Rotating body from spherical coordinates

Question

Is it possible to rotate body which has its vertices defined in spherical coordinates. Currently I am doing collage project in VHDL and is about rotating dodecahedron and presenting over VGA.

I applied pinhole camera model equations and that required just two sin/cos calculation and two multiplication per vertice. I was just thinking about rotating around 3rd axis using 3 steps over two angles but i am unable to figure out proper equations and even if this is possible.

Edit

I think I got it.

Rotating over 3rd axis which is in same direction as camera is just 2D transform of camera coordinates once you you compute them. That mean than for rotating in 3 axes (ok two axis and one inclination) you need to apply total of 4 sin/cos computations and 4 multiplications. If somebody came up whit something better, fell free to post answer.

Answer 1

You can rotate around the y-axis by changing θ, and rotate around the z-axis by changing φ. Rotating around the x-axis, though, is a bit tougher.

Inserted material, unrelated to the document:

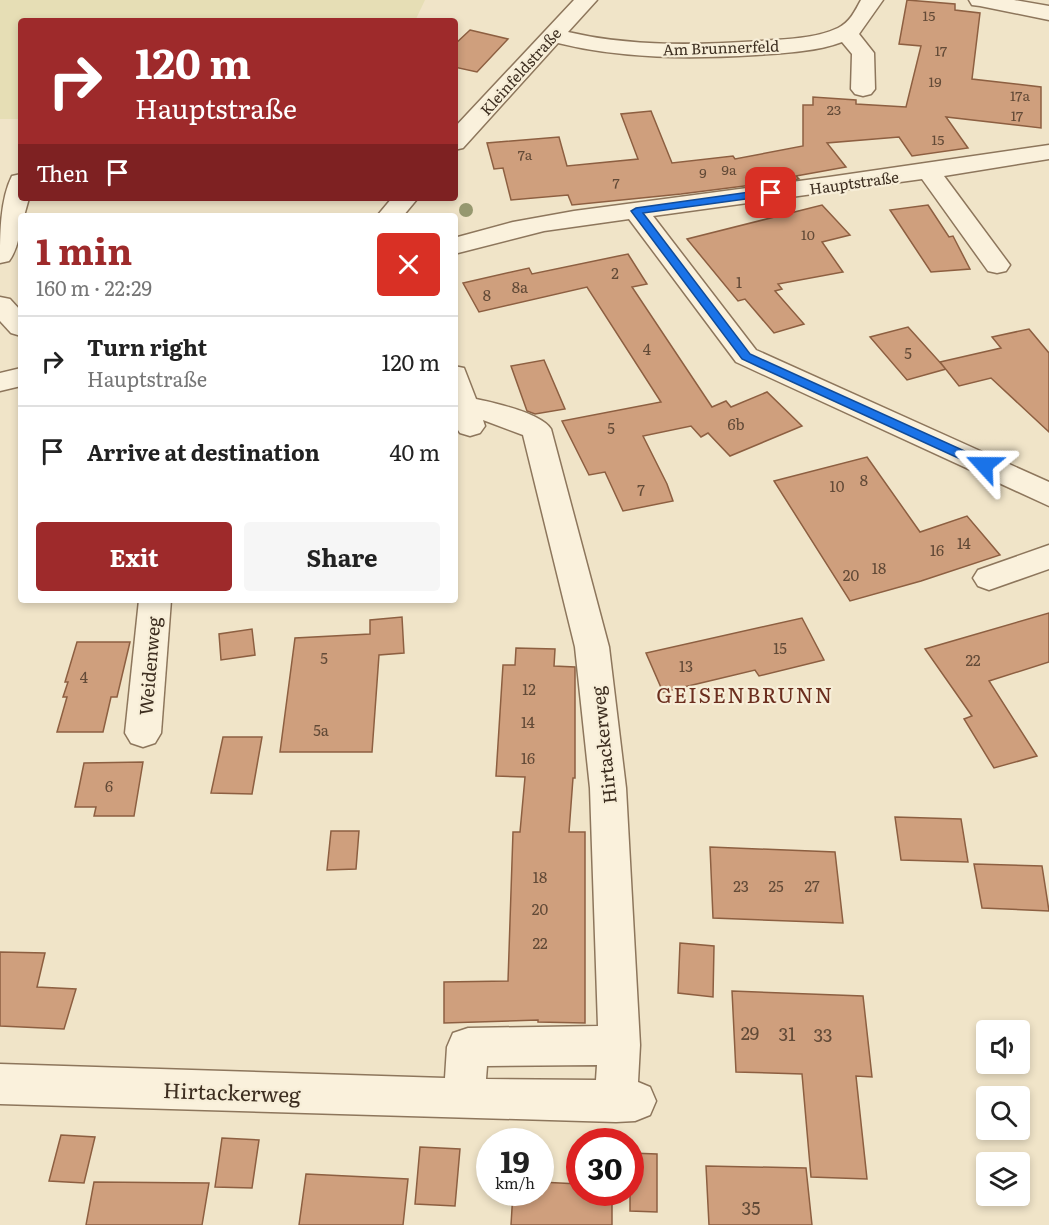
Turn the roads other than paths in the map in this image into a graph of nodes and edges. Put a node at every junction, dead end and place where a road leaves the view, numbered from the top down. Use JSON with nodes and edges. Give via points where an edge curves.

One simple way would be to convert everything to catesian coordinates, perform the rotation, and convert back.

The equations for (x,y,z) (spherical-to-cartesian) are

x = r sin θ cos φ
y = r sin θ sin φ
z = r cos θ

The equations for rotating (x,y,z) to new points (x', y', z') around the x-axis by an angle α are

x' = x
   = r sin θ cos φ
y' = y cos α - z sin α
   = (r sin θ sin φ) cos α - (r cos θ) sin α
z' = y sin α + z cos α
   = (r sin θ sin φ) sin α + (r cos θ) cos α

The equations for (r, θ, φ) (cartesian-to-spherical) are

r' = sqrt(x'2 + y'2 + z'2)
   = r
θ' = cos-1(z'/r')
   = cos-1(sin θ sin φ sin α + cos θ cos α)
φ' = tan-1(y'/x')
   = tan-1(tan φ cos α - cotan θ sin α sec φ)

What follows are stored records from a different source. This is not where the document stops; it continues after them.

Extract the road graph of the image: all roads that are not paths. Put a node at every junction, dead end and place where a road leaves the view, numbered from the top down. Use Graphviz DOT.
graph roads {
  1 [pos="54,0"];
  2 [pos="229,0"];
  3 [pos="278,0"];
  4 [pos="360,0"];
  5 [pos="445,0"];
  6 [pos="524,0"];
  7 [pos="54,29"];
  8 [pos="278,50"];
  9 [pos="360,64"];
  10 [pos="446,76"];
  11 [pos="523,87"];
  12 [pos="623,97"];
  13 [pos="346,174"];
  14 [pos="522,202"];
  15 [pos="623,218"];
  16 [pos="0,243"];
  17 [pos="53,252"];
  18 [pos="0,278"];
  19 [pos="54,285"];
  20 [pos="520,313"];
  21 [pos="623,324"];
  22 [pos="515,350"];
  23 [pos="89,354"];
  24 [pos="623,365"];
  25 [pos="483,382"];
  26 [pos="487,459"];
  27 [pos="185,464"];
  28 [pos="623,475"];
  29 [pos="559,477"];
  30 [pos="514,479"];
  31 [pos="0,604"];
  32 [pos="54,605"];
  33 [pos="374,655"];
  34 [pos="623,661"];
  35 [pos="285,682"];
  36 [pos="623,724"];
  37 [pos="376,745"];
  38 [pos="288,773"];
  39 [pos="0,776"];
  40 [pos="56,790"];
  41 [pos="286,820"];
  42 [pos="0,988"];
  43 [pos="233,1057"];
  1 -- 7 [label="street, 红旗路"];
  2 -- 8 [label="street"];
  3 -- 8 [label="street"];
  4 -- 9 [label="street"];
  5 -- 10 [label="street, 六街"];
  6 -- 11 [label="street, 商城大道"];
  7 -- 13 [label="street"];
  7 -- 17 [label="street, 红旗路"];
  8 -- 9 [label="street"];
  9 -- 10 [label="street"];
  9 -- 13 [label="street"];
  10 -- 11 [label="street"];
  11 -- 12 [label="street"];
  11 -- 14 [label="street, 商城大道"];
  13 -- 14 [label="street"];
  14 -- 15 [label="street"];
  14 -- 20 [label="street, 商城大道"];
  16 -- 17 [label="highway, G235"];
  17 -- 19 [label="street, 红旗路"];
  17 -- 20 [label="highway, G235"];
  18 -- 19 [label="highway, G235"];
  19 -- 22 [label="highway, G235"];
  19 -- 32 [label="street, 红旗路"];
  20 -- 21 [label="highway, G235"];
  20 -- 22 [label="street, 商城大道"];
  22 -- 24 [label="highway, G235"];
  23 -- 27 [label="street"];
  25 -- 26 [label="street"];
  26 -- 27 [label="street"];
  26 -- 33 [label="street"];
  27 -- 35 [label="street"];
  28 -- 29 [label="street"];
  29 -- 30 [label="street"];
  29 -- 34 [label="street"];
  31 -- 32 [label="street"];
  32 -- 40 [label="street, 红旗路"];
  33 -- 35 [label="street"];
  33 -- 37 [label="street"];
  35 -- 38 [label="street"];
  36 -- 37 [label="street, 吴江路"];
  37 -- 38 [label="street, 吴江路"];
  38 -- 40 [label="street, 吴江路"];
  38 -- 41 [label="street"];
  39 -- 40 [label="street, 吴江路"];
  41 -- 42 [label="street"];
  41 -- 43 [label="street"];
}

I don't know if there is a way to reduce that any further, but it should work.

Answer 2

Hopefully this will be helpful to someone in the future, but there is a small mistake in the above answer. It should be:

φ' = tan-1(y'/x')
   = tan-1(tan φ cos α - cotan θ sin α sec φ)

I don't have the rep points to post this in the comment, but thought it would be useful.